The method is invoked as follows:

The code is as follows Copy Code

Include (' CsvReader.class.php ');

$csv _file = ' path/bigfile.csv ';

$csvreader = new Csvreader ($csv _file);

$line _number = $csvreader->get_lines ();

$data = $csvreader->get_data (10);

echo $line _number, Chr (10);

Print_r ($data);

In fact, the above Csvreader class is not only for the CSV large files, for other text types of large files or large files are also available, provided that the class in the Fgetcsv method slightly changed to current can.

Contact Us

The content source of this page is from Internet, which doesn't represent Alibaba Cloud's opinion; products and services mentioned on that page don't have any relationship with Alibaba Cloud. If the content of the page makes you feel confusing, please write us an email, we will handle the problem within 5 days after receiving your email.

If you find any instances of plagiarism from the community, please send an email to: info-contact@alibabacloud.com and provide relevant evidence.

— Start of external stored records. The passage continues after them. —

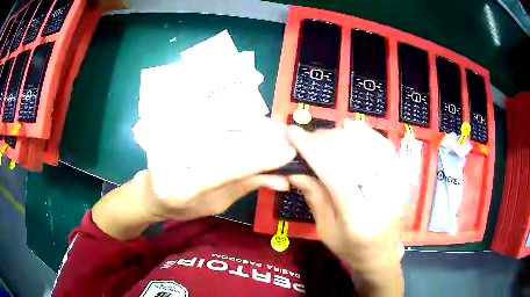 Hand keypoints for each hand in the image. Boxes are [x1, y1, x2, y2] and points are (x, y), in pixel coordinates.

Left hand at [93, 118, 295, 239]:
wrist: (153, 192)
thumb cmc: (183, 206)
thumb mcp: (216, 204)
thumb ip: (245, 187)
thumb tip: (281, 179)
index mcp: (181, 188)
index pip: (223, 170)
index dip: (257, 161)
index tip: (288, 153)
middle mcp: (174, 158)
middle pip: (222, 143)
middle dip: (260, 137)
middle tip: (289, 135)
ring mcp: (171, 139)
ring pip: (217, 128)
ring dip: (252, 127)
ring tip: (279, 129)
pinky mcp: (175, 128)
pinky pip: (211, 125)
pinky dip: (236, 125)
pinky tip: (257, 125)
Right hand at [287, 120, 404, 272]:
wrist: (381, 255)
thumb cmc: (351, 249)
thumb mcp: (325, 230)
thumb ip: (314, 197)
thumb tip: (296, 169)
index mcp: (358, 219)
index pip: (336, 175)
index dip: (313, 150)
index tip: (294, 133)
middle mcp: (381, 199)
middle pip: (354, 157)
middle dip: (326, 141)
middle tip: (308, 138)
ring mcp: (396, 187)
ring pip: (371, 147)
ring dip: (345, 134)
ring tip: (327, 133)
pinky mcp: (401, 179)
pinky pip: (386, 149)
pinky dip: (368, 133)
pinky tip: (352, 127) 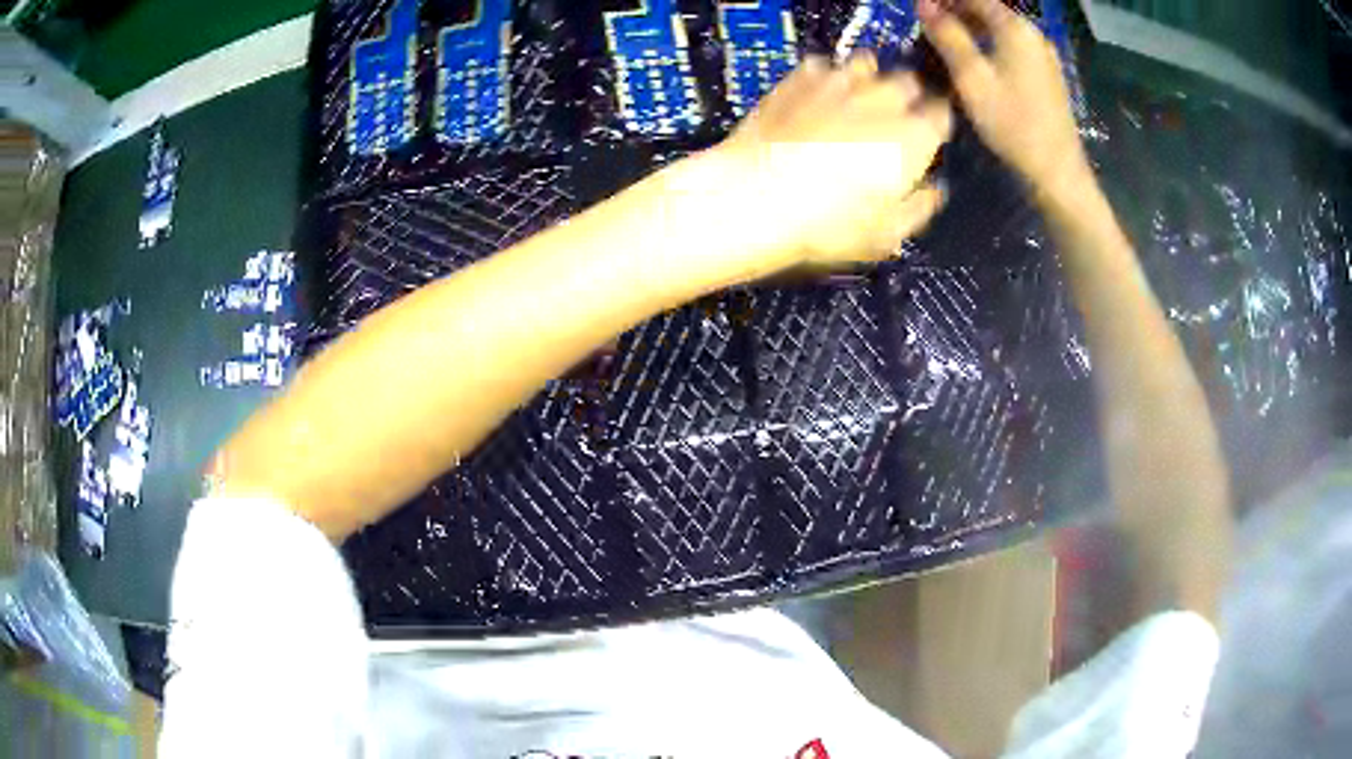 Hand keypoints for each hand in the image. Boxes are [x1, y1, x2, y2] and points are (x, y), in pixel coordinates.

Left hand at [713, 54, 952, 268]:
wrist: (754, 196)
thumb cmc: (829, 225)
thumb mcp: (887, 235)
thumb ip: (920, 208)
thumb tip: (935, 190)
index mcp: (915, 135)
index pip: (942, 114)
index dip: (935, 125)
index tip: (926, 139)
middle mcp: (883, 99)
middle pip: (908, 81)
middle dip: (907, 97)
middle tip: (891, 121)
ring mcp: (840, 82)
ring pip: (867, 64)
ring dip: (869, 80)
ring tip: (856, 102)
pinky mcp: (799, 77)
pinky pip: (823, 65)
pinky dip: (826, 77)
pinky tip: (815, 98)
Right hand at [918, 0, 1088, 200]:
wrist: (1056, 169)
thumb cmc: (1012, 122)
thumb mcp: (972, 77)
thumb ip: (947, 36)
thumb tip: (923, 3)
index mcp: (1015, 28)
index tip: (920, 5)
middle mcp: (1032, 34)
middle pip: (989, 9)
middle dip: (957, 10)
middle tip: (927, 22)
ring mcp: (1043, 55)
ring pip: (1000, 28)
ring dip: (972, 27)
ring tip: (945, 38)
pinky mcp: (1046, 74)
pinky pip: (1011, 45)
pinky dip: (989, 43)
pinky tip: (975, 58) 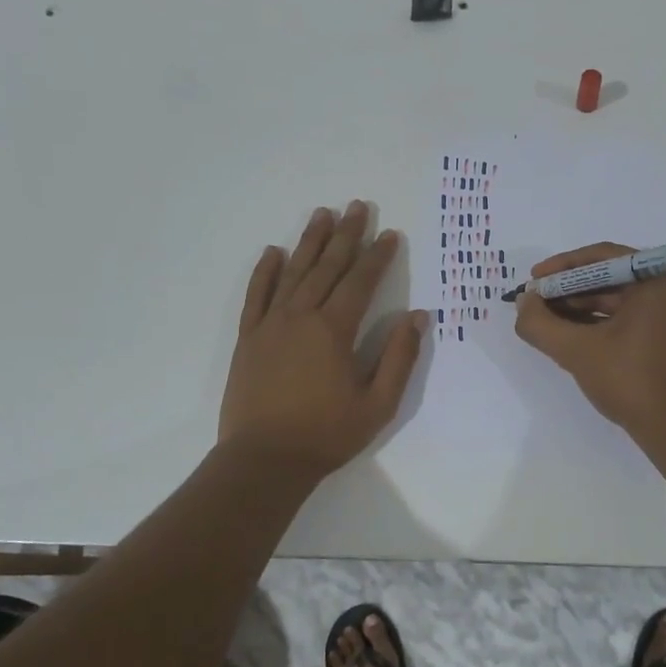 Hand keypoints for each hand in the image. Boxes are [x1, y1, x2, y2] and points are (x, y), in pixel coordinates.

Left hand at [219, 201, 426, 475]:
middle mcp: (301, 317)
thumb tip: (418, 317)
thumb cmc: (327, 434)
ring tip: (322, 214)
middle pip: (327, 267)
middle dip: (346, 236)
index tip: (390, 234)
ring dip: (309, 242)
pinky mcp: (248, 338)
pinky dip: (264, 271)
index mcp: (334, 331)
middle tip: (357, 206)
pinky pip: (256, 295)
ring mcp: (270, 325)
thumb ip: (399, 357)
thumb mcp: (378, 403)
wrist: (264, 460)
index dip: (377, 257)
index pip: (360, 282)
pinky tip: (273, 252)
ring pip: (293, 273)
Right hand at [513, 242, 665, 442]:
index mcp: (659, 279)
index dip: (561, 268)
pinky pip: (629, 315)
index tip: (533, 282)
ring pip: (618, 298)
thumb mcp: (577, 351)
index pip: (601, 257)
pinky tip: (571, 334)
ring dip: (581, 307)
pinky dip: (600, 322)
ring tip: (546, 321)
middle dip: (568, 290)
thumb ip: (541, 323)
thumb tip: (523, 302)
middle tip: (534, 303)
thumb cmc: (632, 382)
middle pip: (610, 276) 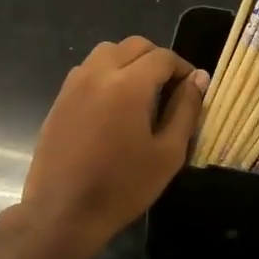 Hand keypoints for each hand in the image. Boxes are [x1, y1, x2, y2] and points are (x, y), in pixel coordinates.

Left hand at [19, 36, 206, 247]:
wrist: (63, 212)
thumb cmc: (123, 186)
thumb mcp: (168, 153)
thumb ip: (186, 110)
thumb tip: (198, 78)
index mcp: (128, 84)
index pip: (163, 57)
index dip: (183, 69)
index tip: (192, 90)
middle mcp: (98, 73)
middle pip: (134, 46)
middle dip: (157, 60)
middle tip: (169, 90)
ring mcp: (74, 84)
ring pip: (107, 52)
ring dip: (129, 62)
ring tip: (141, 94)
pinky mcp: (59, 99)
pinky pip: (88, 70)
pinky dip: (106, 74)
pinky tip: (113, 107) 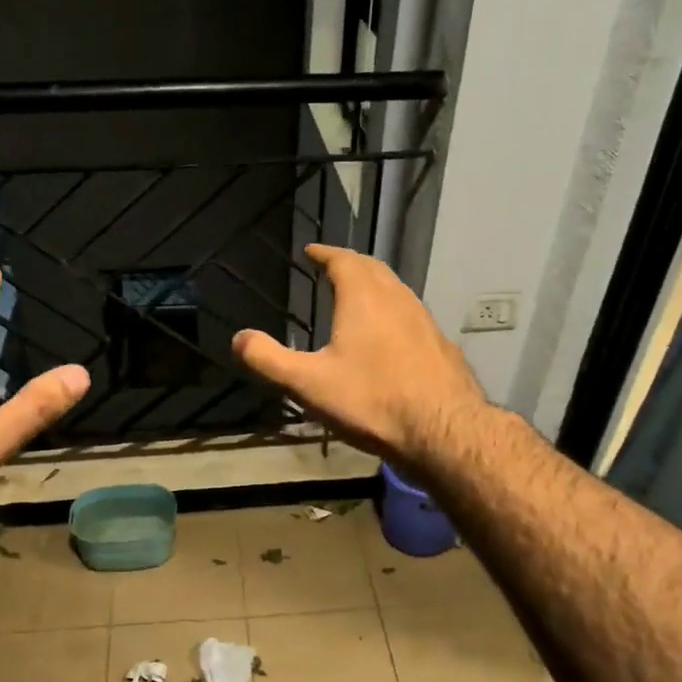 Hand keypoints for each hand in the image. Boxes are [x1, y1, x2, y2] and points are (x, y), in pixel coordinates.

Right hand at [231, 244, 486, 463]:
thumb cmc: (371, 400)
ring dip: (375, 286)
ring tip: (358, 298)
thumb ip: (269, 360)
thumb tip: (238, 338)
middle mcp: (397, 298)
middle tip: (333, 268)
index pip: (343, 260)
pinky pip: (411, 315)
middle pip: (373, 269)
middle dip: (350, 264)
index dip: (326, 253)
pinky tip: (390, 336)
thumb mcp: (308, 384)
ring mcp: (424, 320)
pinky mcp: (440, 344)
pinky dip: (393, 311)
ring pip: (396, 290)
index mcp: (363, 298)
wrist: (443, 430)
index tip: (312, 251) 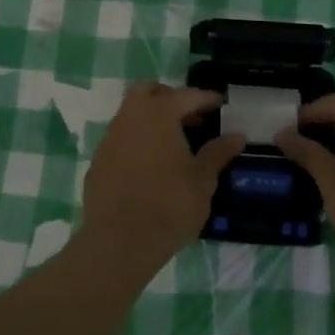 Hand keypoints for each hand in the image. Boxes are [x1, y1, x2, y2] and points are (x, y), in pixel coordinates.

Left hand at [80, 82, 243, 270]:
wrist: (120, 242)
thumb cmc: (169, 205)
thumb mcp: (203, 180)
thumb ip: (218, 153)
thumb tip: (237, 136)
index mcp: (158, 114)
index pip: (186, 95)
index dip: (205, 98)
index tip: (220, 104)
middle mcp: (130, 117)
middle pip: (148, 92)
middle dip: (169, 98)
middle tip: (189, 116)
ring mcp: (110, 139)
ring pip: (130, 115)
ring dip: (150, 120)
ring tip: (172, 143)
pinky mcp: (97, 162)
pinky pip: (120, 140)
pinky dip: (136, 142)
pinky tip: (149, 166) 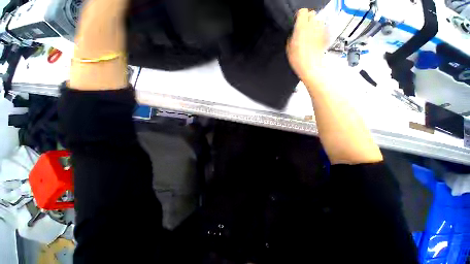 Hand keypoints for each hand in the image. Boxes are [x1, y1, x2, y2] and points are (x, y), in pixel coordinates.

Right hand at [287, 9, 327, 86]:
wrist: (311, 67)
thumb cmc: (298, 60)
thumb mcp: (289, 48)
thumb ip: (292, 36)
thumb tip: (295, 31)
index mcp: (301, 27)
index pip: (302, 12)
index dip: (299, 16)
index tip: (298, 22)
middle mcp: (312, 25)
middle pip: (312, 14)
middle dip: (308, 19)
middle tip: (304, 29)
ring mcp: (320, 30)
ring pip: (318, 21)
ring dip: (314, 25)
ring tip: (310, 35)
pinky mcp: (326, 35)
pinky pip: (323, 29)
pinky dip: (319, 32)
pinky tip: (315, 40) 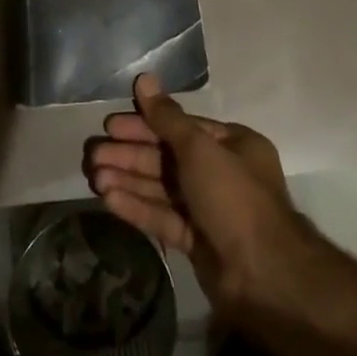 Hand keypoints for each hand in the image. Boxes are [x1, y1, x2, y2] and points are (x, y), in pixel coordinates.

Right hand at [84, 73, 306, 317]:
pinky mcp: (197, 241)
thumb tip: (144, 79)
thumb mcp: (199, 149)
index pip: (180, 128)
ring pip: (161, 188)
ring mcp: (209, 209)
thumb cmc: (233, 197)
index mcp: (232, 145)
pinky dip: (137, 207)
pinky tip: (109, 200)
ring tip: (93, 177)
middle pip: (167, 158)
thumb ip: (166, 118)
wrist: (263, 276)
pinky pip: (163, 217)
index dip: (144, 125)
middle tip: (93, 154)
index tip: (111, 125)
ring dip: (128, 181)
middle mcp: (222, 173)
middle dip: (130, 156) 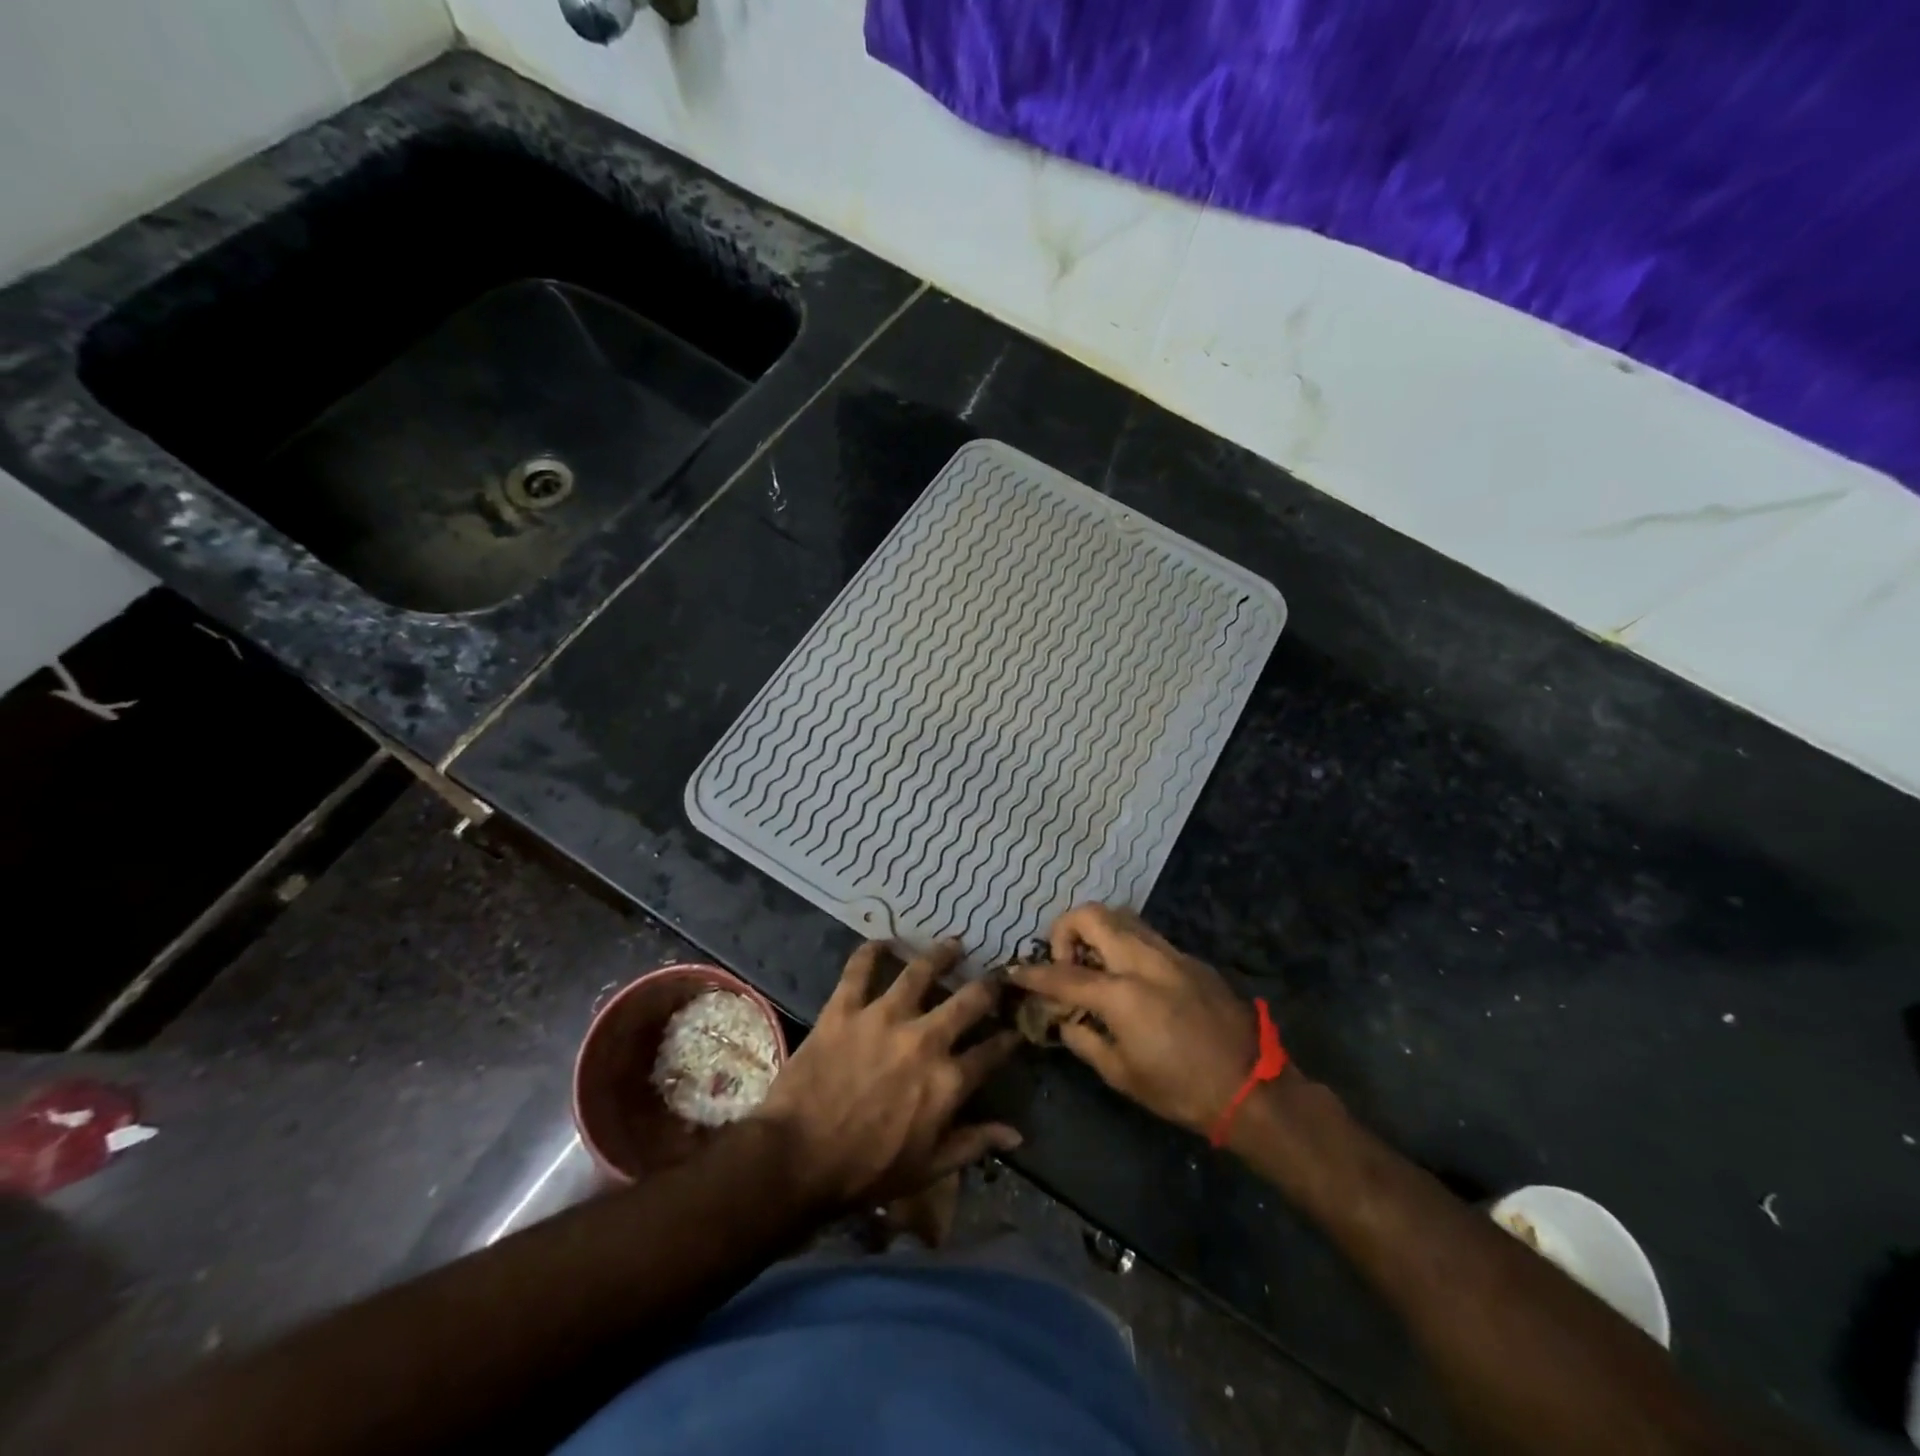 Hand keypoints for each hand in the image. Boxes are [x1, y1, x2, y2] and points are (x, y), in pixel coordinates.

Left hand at [755, 939, 1022, 1209]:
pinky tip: (881, 942)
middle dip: (989, 986)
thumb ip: (973, 1143)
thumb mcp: (928, 1168)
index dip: (1008, 1038)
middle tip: (995, 977)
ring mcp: (883, 1017)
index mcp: (947, 1080)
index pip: (992, 1052)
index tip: (1015, 1027)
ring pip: (920, 971)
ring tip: (953, 945)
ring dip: (941, 955)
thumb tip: (1016, 1135)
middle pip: (968, 1000)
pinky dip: (870, 952)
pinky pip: (859, 969)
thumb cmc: (866, 1171)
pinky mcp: (845, 1008)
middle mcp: (924, 1038)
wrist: (797, 1159)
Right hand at [1011, 905, 1259, 1135]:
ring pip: (1122, 917)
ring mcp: (1171, 954)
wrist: (1252, 1087)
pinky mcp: (1191, 959)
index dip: (1033, 974)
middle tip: (1064, 962)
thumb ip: (1085, 1040)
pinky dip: (1125, 945)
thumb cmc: (1182, 1090)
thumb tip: (1065, 1020)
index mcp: (1122, 994)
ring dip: (1097, 932)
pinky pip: (1147, 937)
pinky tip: (1129, 979)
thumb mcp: (1123, 1075)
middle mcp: (1144, 961)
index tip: (1014, 972)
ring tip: (1093, 966)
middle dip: (1065, 929)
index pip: (1063, 974)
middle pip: (1092, 915) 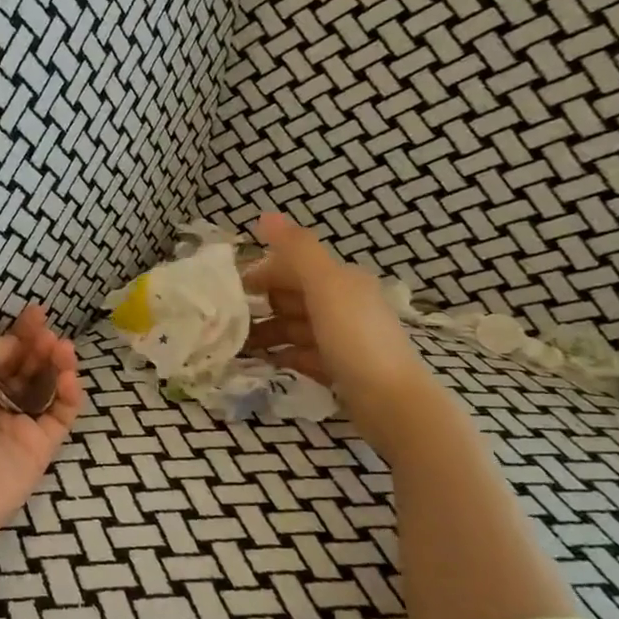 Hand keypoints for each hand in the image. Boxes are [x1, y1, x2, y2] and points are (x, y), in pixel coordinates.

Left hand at [0, 304, 83, 559]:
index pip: (0, 352)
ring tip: (64, 349)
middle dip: (39, 347)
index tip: (38, 313)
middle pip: (25, 368)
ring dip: (56, 365)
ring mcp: (16, 427)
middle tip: (50, 334)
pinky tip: (69, 377)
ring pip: (45, 389)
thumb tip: (16, 343)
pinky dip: (68, 395)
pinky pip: (60, 415)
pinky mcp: (39, 449)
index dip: (19, 332)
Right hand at [243, 212, 441, 456]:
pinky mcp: (340, 369)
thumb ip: (297, 250)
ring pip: (295, 327)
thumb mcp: (325, 287)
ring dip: (268, 332)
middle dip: (260, 305)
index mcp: (341, 280)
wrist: (392, 403)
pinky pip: (303, 355)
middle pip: (293, 297)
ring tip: (236, 346)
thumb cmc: (355, 339)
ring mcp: (343, 339)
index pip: (294, 267)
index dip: (261, 273)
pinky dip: (283, 355)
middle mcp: (344, 304)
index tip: (228, 290)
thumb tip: (265, 215)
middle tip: (226, 320)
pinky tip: (263, 364)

A staff member will contact you within 5 working days.

A Free Trial That Lets You Build Big!

Start building with 50+ products and up to 12 months usage for Elastic Compute Service

  • Sales Support

    1 on 1 presale consultation

  • After-Sales Support

    24/7 Technical Support 6 Free Tickets per Quarter Faster Response

  • Alibaba Cloud offers highly flexible support services tailored to meet your exact needs.